Q: What are some of the applications of robotics models?

A: Some of the applications of robotics models include robotic manipulation, robotic navigation, and robotic control. Robotics models can also be used in a wide range of industries, including healthcare, finance, and education.

Q: What is the current state of research in robotics models?

A: The current state of research in robotics models is rapidly advancing, with new models and techniques being developed all the time. Some of the current research areas in robotics models include multimodal attention mechanisms, multimodal fusion techniques, and multimodal evaluation metrics.

Q: What are some of the challenges facing robotics models?

A: Some of the challenges facing robotics models include the need for large amounts of training data, the need for more efficient and scalable training algorithms, and the need for more effective evaluation metrics. Additionally, robotics models can be prone to errors and biases, particularly if the training data is biased or incomplete.

Q: What is the future of robotics models?

A: The future of robotics models is likely to be shaped by advances in areas such as multimodal attention mechanisms, multimodal fusion techniques, and multimodal evaluation metrics. Additionally, robotics models are likely to be used in a wide range of applications, including healthcare, finance, and education.

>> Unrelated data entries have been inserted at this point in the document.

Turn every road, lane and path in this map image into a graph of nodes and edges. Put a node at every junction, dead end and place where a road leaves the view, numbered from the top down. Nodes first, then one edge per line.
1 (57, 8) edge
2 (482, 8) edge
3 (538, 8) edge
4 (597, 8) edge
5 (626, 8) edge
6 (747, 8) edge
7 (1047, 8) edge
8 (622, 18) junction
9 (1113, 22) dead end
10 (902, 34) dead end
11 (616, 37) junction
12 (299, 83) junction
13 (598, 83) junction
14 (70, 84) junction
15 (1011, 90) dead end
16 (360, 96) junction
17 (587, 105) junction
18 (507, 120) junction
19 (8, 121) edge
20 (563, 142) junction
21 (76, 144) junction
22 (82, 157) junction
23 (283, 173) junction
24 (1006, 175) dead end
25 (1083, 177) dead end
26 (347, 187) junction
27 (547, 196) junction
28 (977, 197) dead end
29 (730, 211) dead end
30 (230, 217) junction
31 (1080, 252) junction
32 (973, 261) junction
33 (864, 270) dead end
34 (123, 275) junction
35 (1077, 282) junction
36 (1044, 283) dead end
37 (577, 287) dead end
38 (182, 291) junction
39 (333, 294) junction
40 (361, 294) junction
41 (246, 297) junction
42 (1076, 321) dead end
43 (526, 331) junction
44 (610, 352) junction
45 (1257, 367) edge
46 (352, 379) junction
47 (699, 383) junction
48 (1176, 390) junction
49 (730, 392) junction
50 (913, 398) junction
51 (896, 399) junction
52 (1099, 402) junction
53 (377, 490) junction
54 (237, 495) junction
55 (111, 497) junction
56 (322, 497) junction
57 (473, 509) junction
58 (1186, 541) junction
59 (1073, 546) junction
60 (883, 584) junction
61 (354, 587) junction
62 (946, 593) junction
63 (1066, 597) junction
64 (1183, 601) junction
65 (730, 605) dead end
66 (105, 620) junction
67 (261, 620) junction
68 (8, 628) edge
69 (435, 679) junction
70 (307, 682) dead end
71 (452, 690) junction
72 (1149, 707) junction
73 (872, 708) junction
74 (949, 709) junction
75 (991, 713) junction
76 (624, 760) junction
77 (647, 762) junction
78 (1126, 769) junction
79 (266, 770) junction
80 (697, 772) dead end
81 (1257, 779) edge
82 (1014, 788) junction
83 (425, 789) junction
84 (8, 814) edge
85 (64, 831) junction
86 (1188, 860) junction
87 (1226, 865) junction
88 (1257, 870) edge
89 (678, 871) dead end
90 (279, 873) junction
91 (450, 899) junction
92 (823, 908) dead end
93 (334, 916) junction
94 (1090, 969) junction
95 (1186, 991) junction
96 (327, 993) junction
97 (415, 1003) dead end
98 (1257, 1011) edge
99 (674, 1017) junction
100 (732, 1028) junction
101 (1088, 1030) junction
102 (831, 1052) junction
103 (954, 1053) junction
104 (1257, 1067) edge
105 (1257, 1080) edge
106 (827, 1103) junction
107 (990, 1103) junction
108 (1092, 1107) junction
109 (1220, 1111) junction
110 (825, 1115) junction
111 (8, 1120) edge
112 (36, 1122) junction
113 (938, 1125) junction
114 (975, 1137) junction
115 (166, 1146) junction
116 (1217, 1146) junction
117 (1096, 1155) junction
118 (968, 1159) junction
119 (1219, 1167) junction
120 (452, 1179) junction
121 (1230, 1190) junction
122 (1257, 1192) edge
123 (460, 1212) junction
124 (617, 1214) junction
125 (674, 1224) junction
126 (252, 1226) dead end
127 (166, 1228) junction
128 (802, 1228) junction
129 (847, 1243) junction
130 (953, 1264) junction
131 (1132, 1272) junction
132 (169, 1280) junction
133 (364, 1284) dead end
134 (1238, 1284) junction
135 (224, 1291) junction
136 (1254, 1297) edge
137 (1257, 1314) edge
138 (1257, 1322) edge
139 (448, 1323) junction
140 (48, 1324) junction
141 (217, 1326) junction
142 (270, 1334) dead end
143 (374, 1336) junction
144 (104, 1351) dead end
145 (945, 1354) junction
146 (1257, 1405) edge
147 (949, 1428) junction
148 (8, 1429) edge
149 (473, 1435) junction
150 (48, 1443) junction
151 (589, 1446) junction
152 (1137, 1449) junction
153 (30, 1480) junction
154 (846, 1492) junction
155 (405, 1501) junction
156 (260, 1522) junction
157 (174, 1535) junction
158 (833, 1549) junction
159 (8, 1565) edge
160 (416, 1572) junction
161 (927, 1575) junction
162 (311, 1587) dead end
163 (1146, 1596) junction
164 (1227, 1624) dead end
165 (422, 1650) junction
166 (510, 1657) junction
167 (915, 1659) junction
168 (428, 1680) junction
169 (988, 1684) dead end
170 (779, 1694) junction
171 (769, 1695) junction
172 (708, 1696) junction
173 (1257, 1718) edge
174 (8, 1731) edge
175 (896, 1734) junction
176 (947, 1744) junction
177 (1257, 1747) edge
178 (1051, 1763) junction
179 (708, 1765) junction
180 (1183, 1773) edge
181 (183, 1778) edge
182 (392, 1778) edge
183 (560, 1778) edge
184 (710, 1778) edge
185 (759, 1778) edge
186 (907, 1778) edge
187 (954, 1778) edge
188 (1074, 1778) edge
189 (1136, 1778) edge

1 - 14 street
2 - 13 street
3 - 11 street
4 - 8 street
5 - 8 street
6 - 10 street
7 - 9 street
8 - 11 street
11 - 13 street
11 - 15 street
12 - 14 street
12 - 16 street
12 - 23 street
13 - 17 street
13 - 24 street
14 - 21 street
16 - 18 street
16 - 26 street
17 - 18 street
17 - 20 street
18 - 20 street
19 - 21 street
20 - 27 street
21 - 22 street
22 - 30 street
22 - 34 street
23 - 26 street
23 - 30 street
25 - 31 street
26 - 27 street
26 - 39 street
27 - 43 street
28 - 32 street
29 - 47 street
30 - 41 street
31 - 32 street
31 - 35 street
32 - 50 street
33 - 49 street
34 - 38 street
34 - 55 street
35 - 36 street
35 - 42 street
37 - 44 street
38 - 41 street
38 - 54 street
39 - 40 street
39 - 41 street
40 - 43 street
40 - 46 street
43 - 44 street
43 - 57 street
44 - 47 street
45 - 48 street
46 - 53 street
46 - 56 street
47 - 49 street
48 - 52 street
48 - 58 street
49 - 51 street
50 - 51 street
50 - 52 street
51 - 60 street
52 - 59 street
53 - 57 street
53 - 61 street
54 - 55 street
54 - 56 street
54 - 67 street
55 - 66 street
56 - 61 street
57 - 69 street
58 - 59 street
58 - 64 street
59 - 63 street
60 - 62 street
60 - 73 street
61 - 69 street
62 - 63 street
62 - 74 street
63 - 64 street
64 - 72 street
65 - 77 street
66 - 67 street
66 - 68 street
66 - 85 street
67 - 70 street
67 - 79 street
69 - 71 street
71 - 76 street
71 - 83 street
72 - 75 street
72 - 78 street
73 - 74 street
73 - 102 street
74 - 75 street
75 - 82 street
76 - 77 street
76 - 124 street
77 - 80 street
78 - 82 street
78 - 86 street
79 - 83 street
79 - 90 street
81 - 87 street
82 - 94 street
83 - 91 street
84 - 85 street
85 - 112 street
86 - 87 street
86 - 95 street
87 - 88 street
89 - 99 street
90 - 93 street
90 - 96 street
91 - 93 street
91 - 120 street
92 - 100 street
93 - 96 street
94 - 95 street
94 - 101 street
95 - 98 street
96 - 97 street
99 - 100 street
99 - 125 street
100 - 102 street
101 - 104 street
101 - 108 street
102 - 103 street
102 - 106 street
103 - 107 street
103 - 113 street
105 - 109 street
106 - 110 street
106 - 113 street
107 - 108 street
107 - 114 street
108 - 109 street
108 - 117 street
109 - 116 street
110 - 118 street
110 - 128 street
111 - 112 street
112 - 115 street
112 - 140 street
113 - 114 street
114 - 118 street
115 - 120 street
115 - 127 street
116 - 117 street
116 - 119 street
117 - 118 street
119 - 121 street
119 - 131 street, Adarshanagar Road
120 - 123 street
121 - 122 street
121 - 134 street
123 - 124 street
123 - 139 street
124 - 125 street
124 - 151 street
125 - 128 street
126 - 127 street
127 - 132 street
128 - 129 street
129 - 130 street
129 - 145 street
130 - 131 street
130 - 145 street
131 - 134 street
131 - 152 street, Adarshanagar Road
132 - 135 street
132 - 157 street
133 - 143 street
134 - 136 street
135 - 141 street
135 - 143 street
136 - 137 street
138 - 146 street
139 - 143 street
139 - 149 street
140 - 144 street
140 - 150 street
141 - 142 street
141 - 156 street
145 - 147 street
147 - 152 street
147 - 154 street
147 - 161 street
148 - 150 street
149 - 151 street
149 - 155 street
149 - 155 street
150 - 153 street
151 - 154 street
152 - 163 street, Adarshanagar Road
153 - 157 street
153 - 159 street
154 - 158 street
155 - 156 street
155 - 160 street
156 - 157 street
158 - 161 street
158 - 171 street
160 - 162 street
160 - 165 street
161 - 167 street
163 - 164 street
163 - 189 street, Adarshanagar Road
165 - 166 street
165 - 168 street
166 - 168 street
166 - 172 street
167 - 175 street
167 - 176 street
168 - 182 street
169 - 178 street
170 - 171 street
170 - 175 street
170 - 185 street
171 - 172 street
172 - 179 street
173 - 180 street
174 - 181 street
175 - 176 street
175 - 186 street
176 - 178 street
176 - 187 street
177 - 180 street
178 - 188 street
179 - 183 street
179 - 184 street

Q: What are some of the latest papers in the field of robotics models?

A: Some of the latest papers in the field of robotics models include "Knowledge capture, adaptation and composition (KCAC): A framework for cross-task curriculum learning in robotic manipulation", "AutoCam: Hierarchical Path Planning for an Autonomous Auxiliary Camera in Surgical Robotics", and "pc-dbCBS: Kinodynamic Motion Planning of Physically-Coupled Robot Teams".

Q: What is the main contribution of the paper "Knowledge capture, adaptation and composition (KCAC): A framework for cross-task curriculum learning in robotic manipulation"?

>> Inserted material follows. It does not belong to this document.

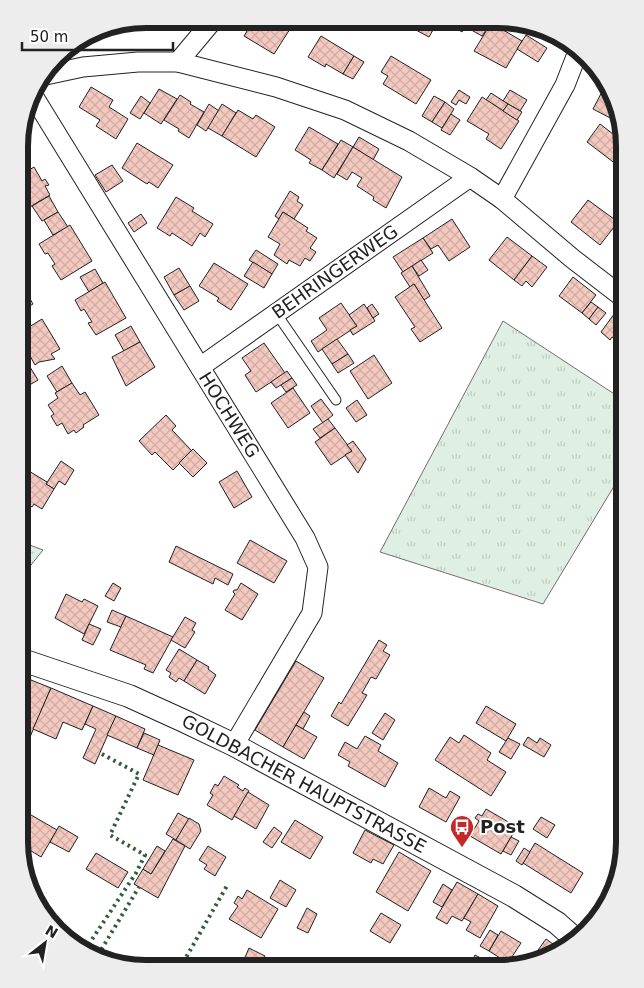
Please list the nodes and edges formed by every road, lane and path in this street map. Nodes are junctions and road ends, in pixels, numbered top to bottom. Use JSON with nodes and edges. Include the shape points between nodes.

A: The main contribution of the paper "Knowledge capture, adaptation and composition (KCAC): A framework for cross-task curriculum learning in robotic manipulation" is the introduction of a new framework that combines the strengths of both video and text-based models to improve the performance of robotics models on robotic manipulation tasks.

Q: What is the main contribution of the paper "AutoCam: Hierarchical Path Planning for an Autonomous Auxiliary Camera in Surgical Robotics"?

A: The main contribution of the paper "AutoCam: Hierarchical Path Planning for an Autonomous Auxiliary Camera in Surgical Robotics" is the introduction of a new architecture that combines the strengths of both video and text-based models to improve the performance of robotics models on robotic manipulation tasks.